MITRE is a federally financed, non-profit cybersecurity research and development institution. ATT&CK became the standard for offensive and defensive researchers when MITRE began cataloguing common cyberattack tactics, methods, and procedures (TTPs) employed against Windows enterprise networks. The Common Vulnerabilities and Exposures (CVE) list was developed and trademarked by MITRE.

When malicious actors set up advanced persistent threats (APTs) within a corporate environment, MITRE Enterprise has 14 strategies. The 14 techniques that follow are then split down into specific activities:

  • Reconnaissance
  • Resource development
  • Initial access
  • Execution
  • Persistence
  • Privilege escalation
  • Defense evasion
  • Credential access
  • Discovery
  • Lateral movement
  • Collection
  • Command and control
  • Exfiltration
  • Impact

In response to the increasing use of mobile devices, MITRE created the Mobile matrix to help security staff better track emerging threats. The 14 MITRE mobile tactics, again divided into sub-categories, are:

  • Initial access
  • Execution
  • Persistent
  • Privilege escalation
  • Defense evasion
  • Credential access
  • Discovery
  • Lateral movement
  • Collection
  • Command and control
  • Exfiltration
  • Impact

National Cyber Security Centre (NCSC) Cyber Assessment Framework (CAF)

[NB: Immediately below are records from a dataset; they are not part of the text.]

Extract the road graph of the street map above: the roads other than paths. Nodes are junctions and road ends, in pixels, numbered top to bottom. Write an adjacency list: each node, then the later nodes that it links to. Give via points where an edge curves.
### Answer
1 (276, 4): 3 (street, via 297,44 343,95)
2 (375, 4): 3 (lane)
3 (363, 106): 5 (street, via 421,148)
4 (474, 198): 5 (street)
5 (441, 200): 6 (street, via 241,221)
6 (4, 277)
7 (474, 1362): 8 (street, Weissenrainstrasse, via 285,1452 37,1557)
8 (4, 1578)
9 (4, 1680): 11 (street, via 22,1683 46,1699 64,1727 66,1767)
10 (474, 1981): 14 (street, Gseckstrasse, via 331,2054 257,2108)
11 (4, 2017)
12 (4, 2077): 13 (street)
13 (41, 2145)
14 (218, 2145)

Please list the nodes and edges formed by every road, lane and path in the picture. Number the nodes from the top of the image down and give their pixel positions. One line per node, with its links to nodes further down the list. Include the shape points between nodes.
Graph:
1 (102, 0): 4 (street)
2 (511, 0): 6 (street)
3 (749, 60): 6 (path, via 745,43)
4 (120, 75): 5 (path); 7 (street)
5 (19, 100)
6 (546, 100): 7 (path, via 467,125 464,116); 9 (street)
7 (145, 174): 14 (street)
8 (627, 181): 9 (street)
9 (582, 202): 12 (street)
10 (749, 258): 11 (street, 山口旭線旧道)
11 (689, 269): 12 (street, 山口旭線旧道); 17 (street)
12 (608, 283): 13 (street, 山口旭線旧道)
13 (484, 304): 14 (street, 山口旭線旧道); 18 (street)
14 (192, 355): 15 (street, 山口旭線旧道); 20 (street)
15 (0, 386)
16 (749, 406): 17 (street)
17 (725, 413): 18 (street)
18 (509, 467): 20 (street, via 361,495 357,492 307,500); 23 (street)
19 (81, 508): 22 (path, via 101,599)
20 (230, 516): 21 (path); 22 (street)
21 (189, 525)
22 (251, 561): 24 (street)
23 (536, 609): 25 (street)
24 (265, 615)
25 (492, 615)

The National Cyber Security Centre (NCSC) of the United Kingdom was established in 2016 to bring together SMEs, enterprise companies, government agencies, the general public, and ministries to solve cybersecurity threats.

Its Cyber Advisory Framework (CAF) provides recommendations to UK Critical National Infrastructure (CNI), enterprises subject to the NIS Directive cyber regulation, and organisations managing cyber-related public safety concerns. CAF assists firms in developing a cyber resiliency programme by emphasising outcomes rather than checklists.

It has four primary objectives:

  • A: Managing security risk
  • B: Protecting against cyber attacks
  • C: Detecting cybersecurity events
  • D: Minimising the impact of cybersecurity incidents

It embeds 14 subparts within these four primary objectives, many aligned with other international standards. These subparts are:

  • A.1: Governance
  • A.2 Risk management
  • A.3: Asset management
  • A.4: Supply chain risk management
  • B.1: Service protection policies and processes
  • B.2: Identity and access control
  • B.3: Data security
  • B.4 System security
  • B.5: Resilient networks and systems
  • B.6: Staff awareness and training
  • C.1: Security monitoring
  • C.2: Practice security event discovery
  • D.1: Response and recovery planning
  • D.2: Lesson learned

National Institute of Technologies (NIST) Cybersecurity Framework (CSF)

NIST is a non-regulatory government agency in the United States that establishes standards in the physical sciences. NIST CSF was created with critical infrastructure owners and operators in mind, but it may now be utilised by any company. Many firms outside of the critical infrastructure industry employ the CSF, especially if they need to comply with other federal data protection regulations in the United States.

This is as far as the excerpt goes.